(Exercise aim): For each entry, output its words exactly and leave any picture behind.

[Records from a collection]

=== Section Start ===

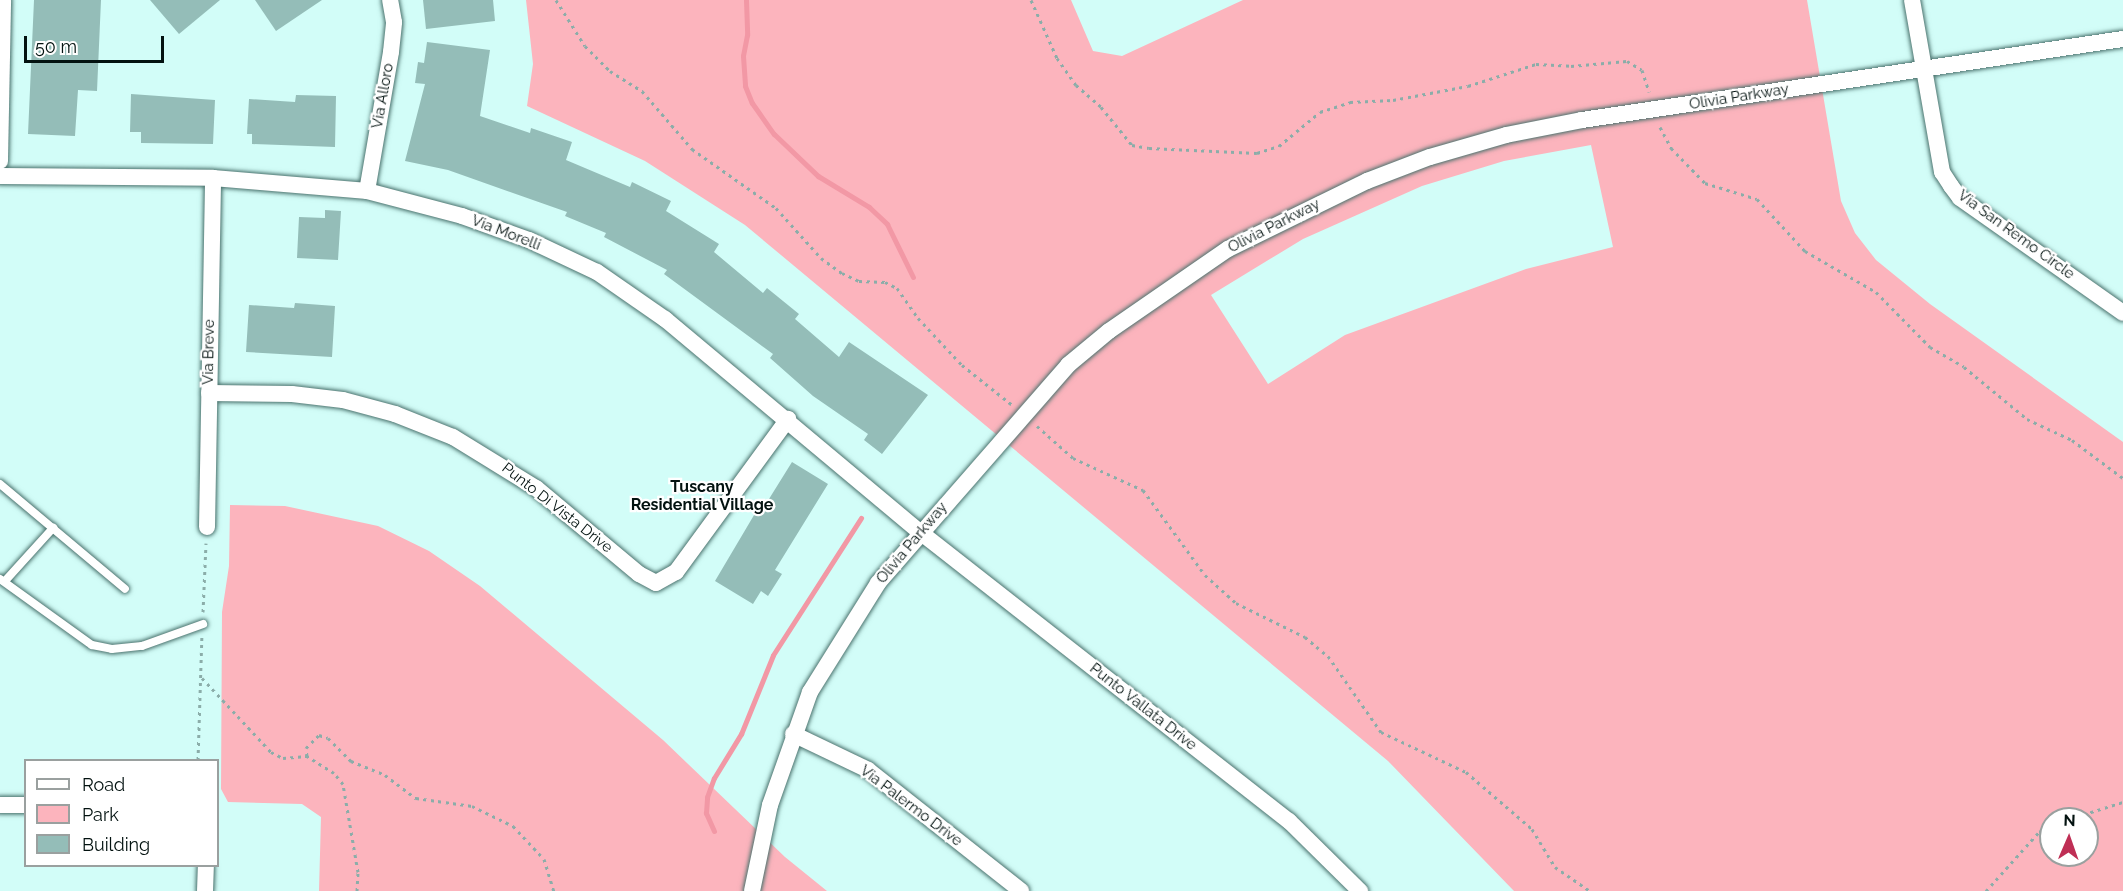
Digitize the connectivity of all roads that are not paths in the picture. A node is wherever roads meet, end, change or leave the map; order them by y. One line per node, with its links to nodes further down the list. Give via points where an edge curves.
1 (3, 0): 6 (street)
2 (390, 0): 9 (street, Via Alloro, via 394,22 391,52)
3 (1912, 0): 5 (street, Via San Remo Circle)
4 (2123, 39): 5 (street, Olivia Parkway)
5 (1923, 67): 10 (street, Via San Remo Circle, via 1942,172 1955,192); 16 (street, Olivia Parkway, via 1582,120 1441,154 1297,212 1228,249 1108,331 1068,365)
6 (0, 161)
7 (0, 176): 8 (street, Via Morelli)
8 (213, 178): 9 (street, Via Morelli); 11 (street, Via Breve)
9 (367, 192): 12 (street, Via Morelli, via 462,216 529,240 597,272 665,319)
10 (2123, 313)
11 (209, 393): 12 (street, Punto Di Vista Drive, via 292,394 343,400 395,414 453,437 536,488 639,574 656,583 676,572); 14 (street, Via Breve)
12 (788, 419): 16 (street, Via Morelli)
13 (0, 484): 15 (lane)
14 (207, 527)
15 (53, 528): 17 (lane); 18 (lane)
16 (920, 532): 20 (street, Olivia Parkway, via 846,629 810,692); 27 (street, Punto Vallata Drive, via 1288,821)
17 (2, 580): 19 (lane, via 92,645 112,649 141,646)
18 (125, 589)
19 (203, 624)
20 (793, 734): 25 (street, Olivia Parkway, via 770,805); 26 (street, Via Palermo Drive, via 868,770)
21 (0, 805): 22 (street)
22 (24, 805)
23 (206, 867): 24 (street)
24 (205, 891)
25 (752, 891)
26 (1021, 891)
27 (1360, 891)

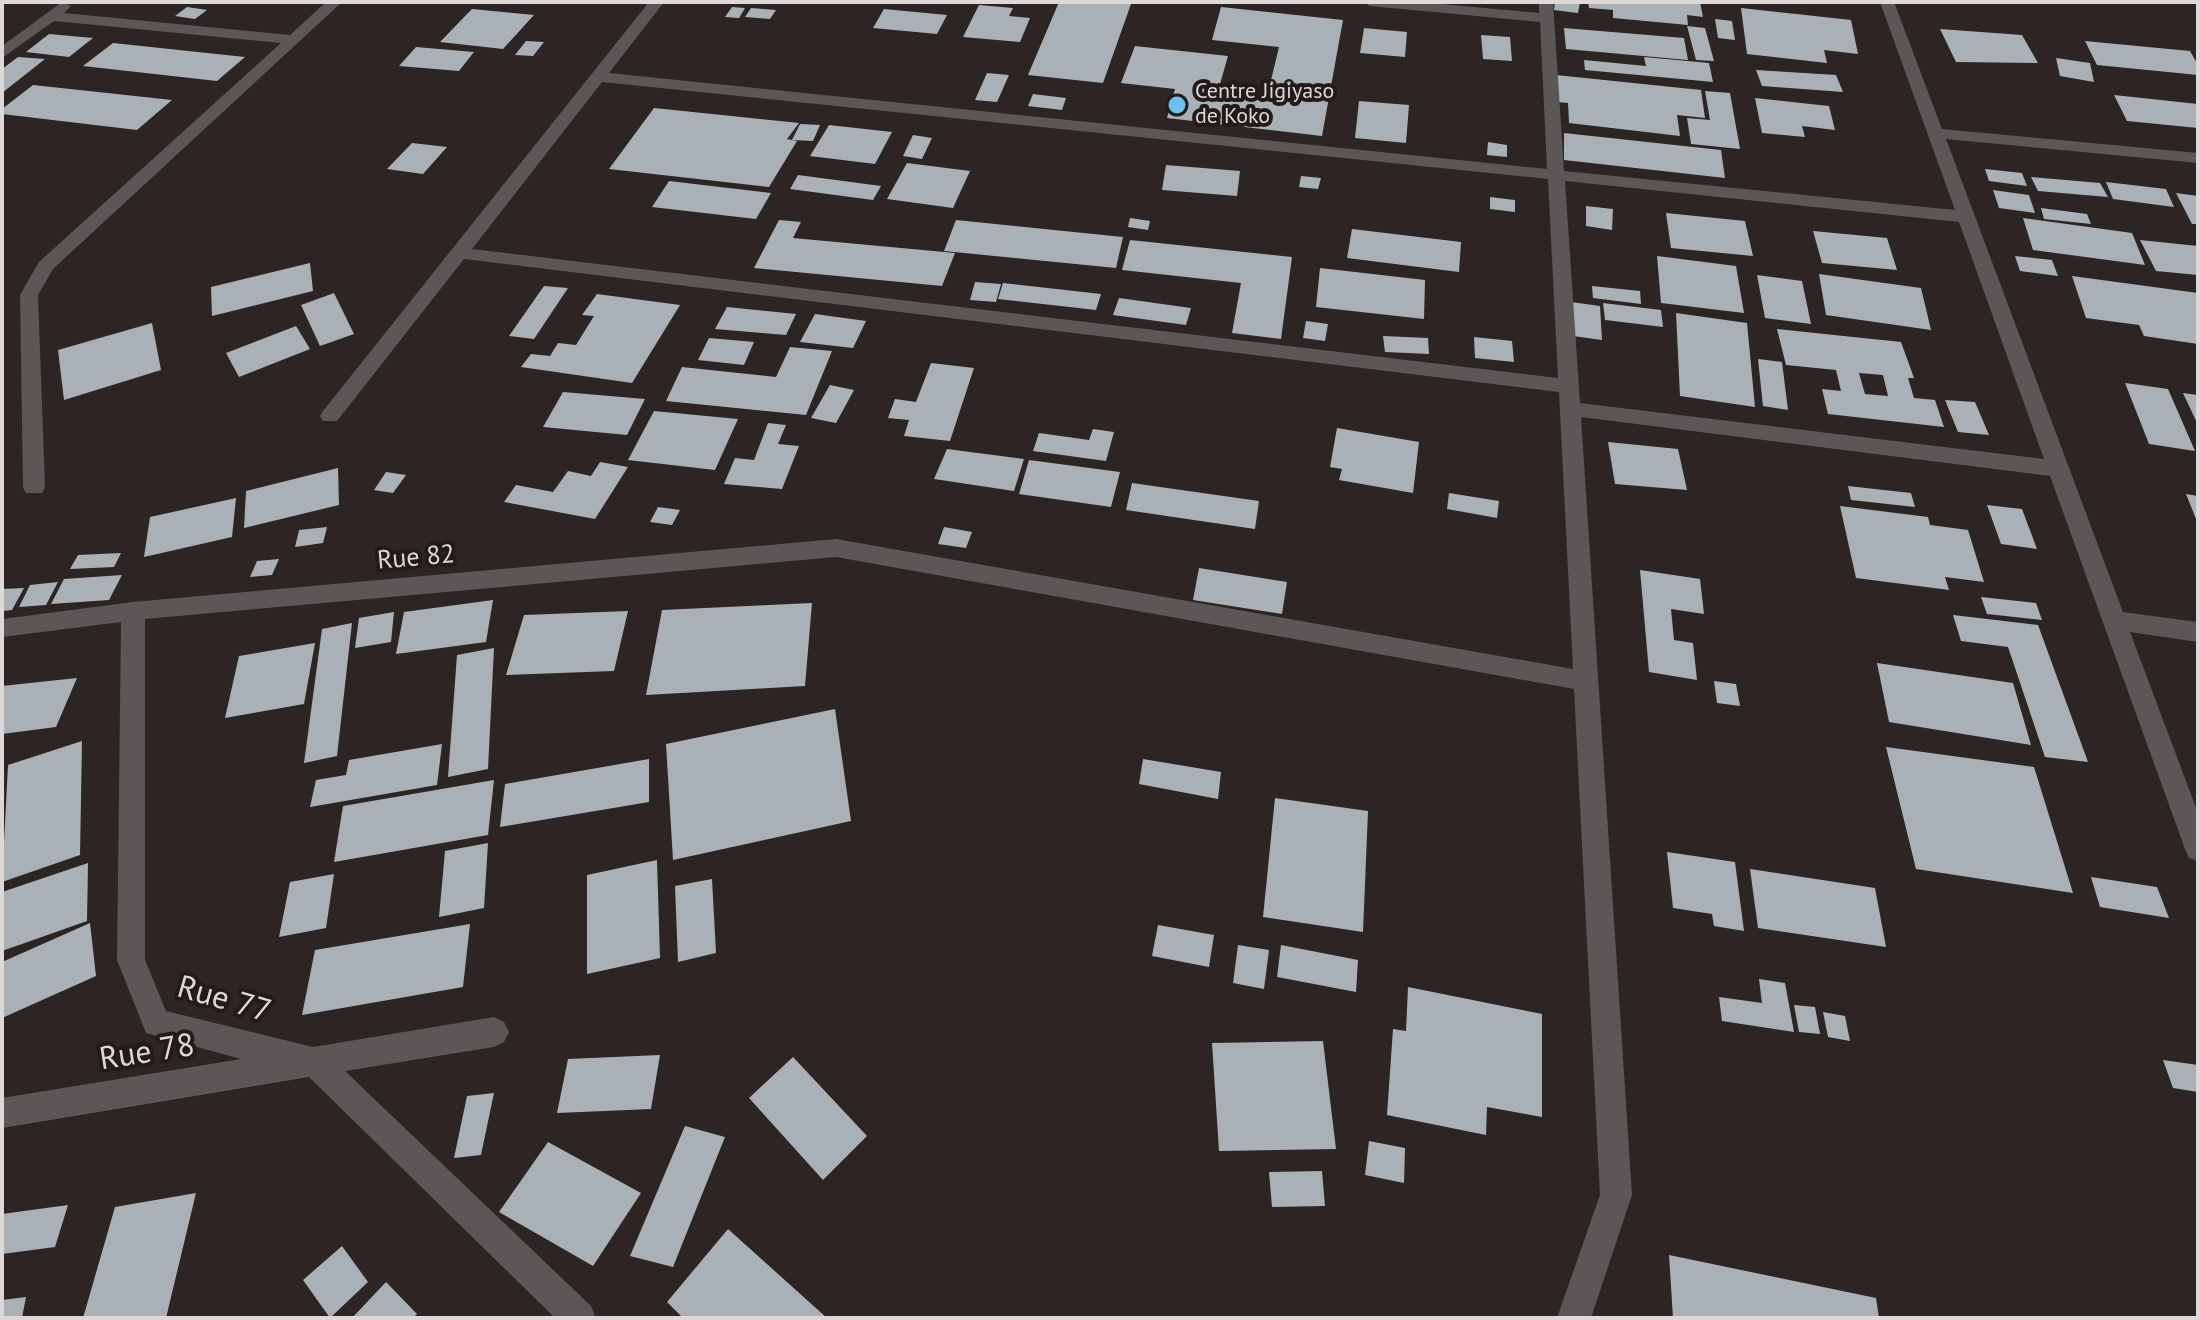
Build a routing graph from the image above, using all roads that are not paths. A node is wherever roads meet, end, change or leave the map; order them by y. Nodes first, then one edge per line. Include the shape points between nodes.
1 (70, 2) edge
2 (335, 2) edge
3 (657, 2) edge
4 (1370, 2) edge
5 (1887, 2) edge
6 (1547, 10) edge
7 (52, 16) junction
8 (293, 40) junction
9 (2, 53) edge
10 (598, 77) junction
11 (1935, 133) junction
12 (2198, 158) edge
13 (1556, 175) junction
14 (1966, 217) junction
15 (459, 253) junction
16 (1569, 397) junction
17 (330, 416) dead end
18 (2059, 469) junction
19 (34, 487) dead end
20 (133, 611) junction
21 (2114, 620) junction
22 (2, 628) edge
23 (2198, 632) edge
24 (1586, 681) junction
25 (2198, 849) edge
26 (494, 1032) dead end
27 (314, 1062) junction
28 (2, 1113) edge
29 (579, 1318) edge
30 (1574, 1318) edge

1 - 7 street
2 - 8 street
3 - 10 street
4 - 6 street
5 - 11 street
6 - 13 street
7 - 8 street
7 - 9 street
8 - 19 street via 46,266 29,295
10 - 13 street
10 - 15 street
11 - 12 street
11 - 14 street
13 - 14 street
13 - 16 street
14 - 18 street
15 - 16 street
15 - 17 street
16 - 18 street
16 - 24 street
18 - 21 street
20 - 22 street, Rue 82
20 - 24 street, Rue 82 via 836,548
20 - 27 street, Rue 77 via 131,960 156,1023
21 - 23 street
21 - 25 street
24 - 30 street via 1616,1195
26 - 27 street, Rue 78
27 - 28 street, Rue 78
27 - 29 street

=== Section End ===

(Result for this task):
Digitize the connectivity of all roads that are not paths in the picture. A node is wherever roads meet, end, change or leave the map; order them by y. One line per node, with its links to nodes further down the list. Give via points where an edge curves.
1 (3, 0): 6 (street)
2 (390, 0): 9 (street, Via Alloro, via 394,22 391,52)
3 (1912, 0): 5 (street, Via San Remo Circle)
4 (2123, 39): 5 (street, Olivia Parkway)
5 (1923, 67): 10 (street, Via San Remo Circle, via 1942,172 1955,192); 16 (street, Olivia Parkway, via 1582,120 1441,154 1297,212 1228,249 1108,331 1068,365)
6 (0, 161)
7 (0, 176): 8 (street, Via Morelli)
8 (213, 178): 9 (street, Via Morelli); 11 (street, Via Breve)
9 (367, 192): 12 (street, Via Morelli, via 462,216 529,240 597,272 665,319)
10 (2123, 313)
11 (209, 393): 12 (street, Punto Di Vista Drive, via 292,394 343,400 395,414 453,437 536,488 639,574 656,583 676,572); 14 (street, Via Breve)
12 (788, 419): 16 (street, Via Morelli)
13 (0, 484): 15 (lane)
14 (207, 527)
15 (53, 528): 17 (lane); 18 (lane)
16 (920, 532): 20 (street, Olivia Parkway, via 846,629 810,692); 27 (street, Punto Vallata Drive, via 1288,821)
17 (2, 580): 19 (lane, via 92,645 112,649 141,646)
18 (125, 589)
19 (203, 624)
20 (793, 734): 25 (street, Olivia Parkway, via 770,805); 26 (street, Via Palermo Drive, via 868,770)
21 (0, 805): 22 (street)
22 (24, 805)
23 (206, 867): 24 (street)
24 (205, 891)
25 (752, 891)
26 (1021, 891)
27 (1360, 891)

Build a routing graph from the image above, using all roads that are not paths. A node is wherever roads meet, end, change or leave the map; order them by y. Nodes first, then one edge per line. Include the shape points between nodes.
1 (70, 2) edge
2 (335, 2) edge
3 (657, 2) edge
4 (1370, 2) edge
5 (1887, 2) edge
6 (1547, 10) edge
7 (52, 16) junction
8 (293, 40) junction
9 (2, 53) edge
10 (598, 77) junction
11 (1935, 133) junction
12 (2198, 158) edge
13 (1556, 175) junction
14 (1966, 217) junction
15 (459, 253) junction
16 (1569, 397) junction
17 (330, 416) dead end
18 (2059, 469) junction
19 (34, 487) dead end
20 (133, 611) junction
21 (2114, 620) junction
22 (2, 628) edge
23 (2198, 632) edge
24 (1586, 681) junction
25 (2198, 849) edge
26 (494, 1032) dead end
27 (314, 1062) junction
28 (2, 1113) edge
29 (579, 1318) edge
30 (1574, 1318) edge

1 - 7 street
2 - 8 street
3 - 10 street
4 - 6 street
5 - 11 street
6 - 13 street
7 - 8 street
7 - 9 street
8 - 19 street via 46,266 29,295
10 - 13 street
10 - 15 street
11 - 12 street
11 - 14 street
13 - 14 street
13 - 16 street
14 - 18 street
15 - 16 street
15 - 17 street
16 - 18 street
16 - 24 street
18 - 21 street
20 - 22 street, Rue 82
20 - 24 street, Rue 82 via 836,548
20 - 27 street, Rue 77 via 131,960 156,1023
21 - 23 street
21 - 25 street
24 - 30 street via 1616,1195
26 - 27 street, Rue 78
27 - 28 street, Rue 78
27 - 29 street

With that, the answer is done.